WHAT THE TASK REQUIRES: From the first line to the last, copy the material word for word; pictures stay out.

▬▬▬▬▬▬

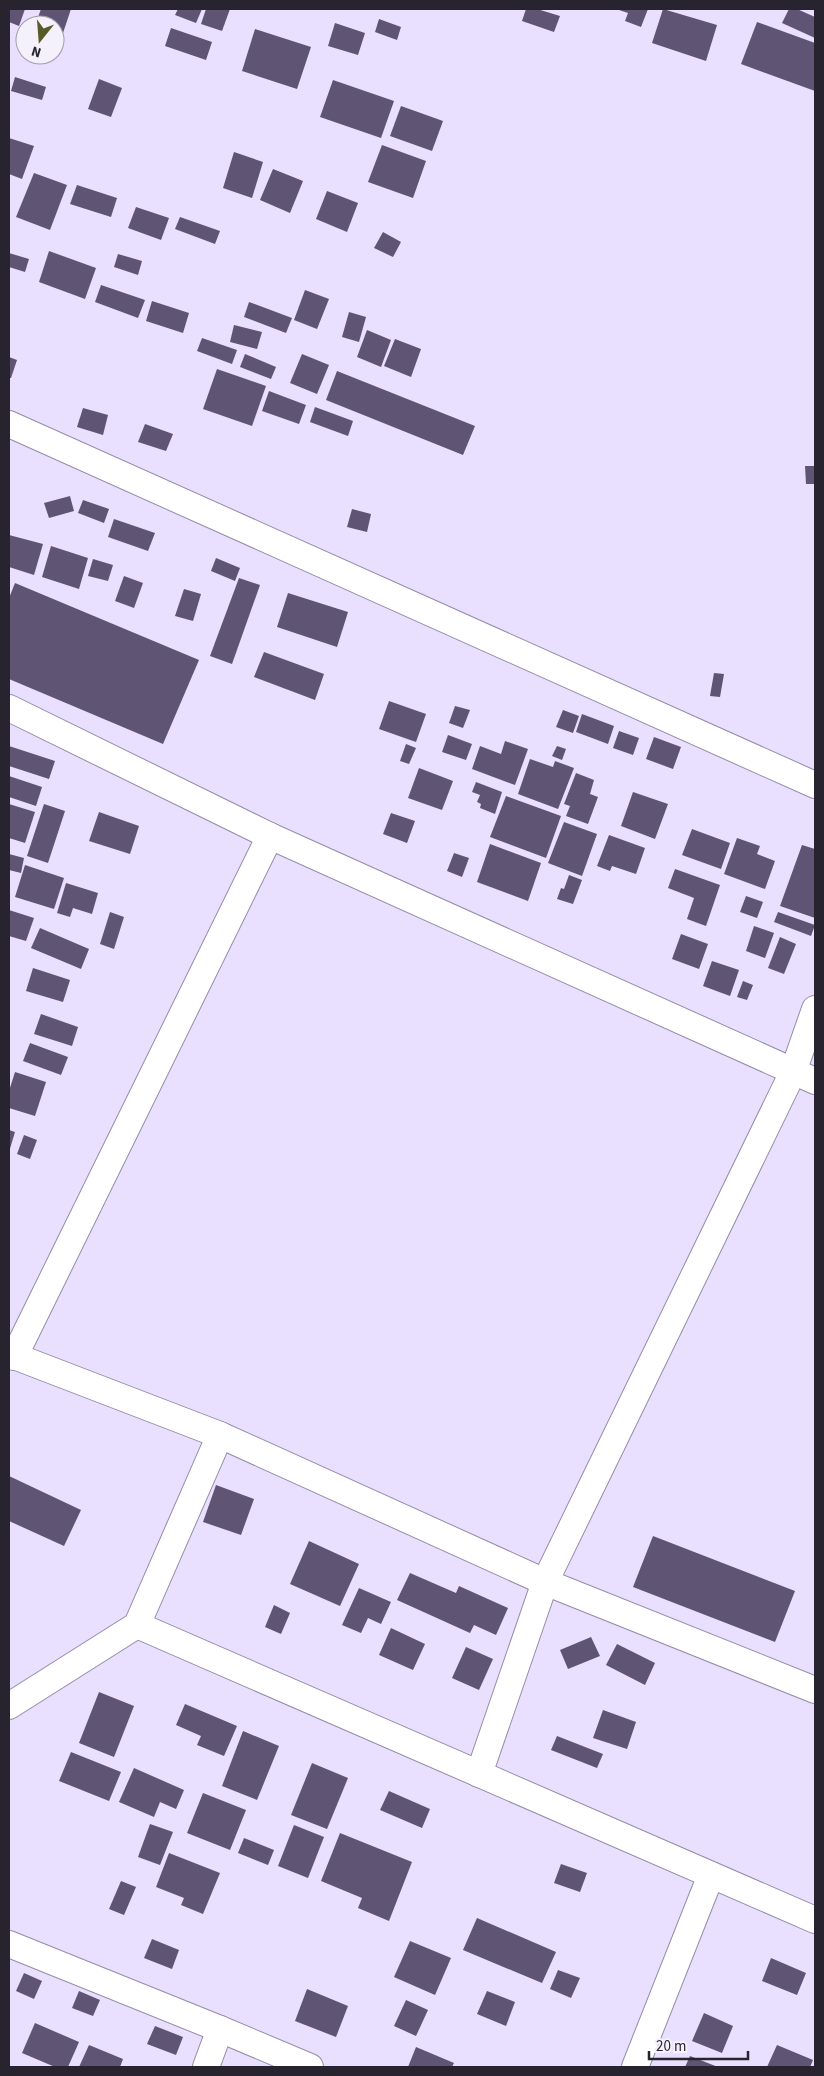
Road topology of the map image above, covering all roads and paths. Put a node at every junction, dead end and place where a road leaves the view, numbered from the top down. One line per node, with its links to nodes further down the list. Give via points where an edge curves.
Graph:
1 (9, 425): 3 (street)
2 (9, 708): 4 (street)
3 (815, 784)
4 (270, 836): 6 (street); 7 (street)
5 (815, 1009): 6 (street)
6 (804, 1077): 9 (street)
7 (11, 1355): 8 (street)
8 (220, 1435): 9 (street); 10 (street)
9 (545, 1582): 11 (street); 13 (street)
10 (137, 1625): 12 (street); 13 (street)
11 (815, 1690)
12 (9, 1706)
13 (479, 1774): 14 (street)
14 (711, 1875): 15 (street); 20 (street)
15 (815, 1920)
16 (9, 1944): 17 (street)
17 (220, 2029): 18 (street); 19 (street)
18 (206, 2067)
19 (310, 2067)
20 (635, 2067)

▬▬▬▬▬▬

EXERCISE ANSWER:
Road topology of the map image above, covering all roads and paths. Put a node at every junction, dead end and place where a road leaves the view, numbered from the top down. One line per node, with its links to nodes further down the list. Give via points where an edge curves.
Graph:
1 (9, 425): 3 (street)
2 (9, 708): 4 (street)
3 (815, 784)
4 (270, 836): 6 (street); 7 (street)
5 (815, 1009): 6 (street)
6 (804, 1077): 9 (street)
7 (11, 1355): 8 (street)
8 (220, 1435): 9 (street); 10 (street)
9 (545, 1582): 11 (street); 13 (street)
10 (137, 1625): 12 (street); 13 (street)
11 (815, 1690)
12 (9, 1706)
13 (479, 1774): 14 (street)
14 (711, 1875): 15 (street); 20 (street)
15 (815, 1920)
16 (9, 1944): 17 (street)
17 (220, 2029): 18 (street); 19 (street)
18 (206, 2067)
19 (310, 2067)
20 (635, 2067)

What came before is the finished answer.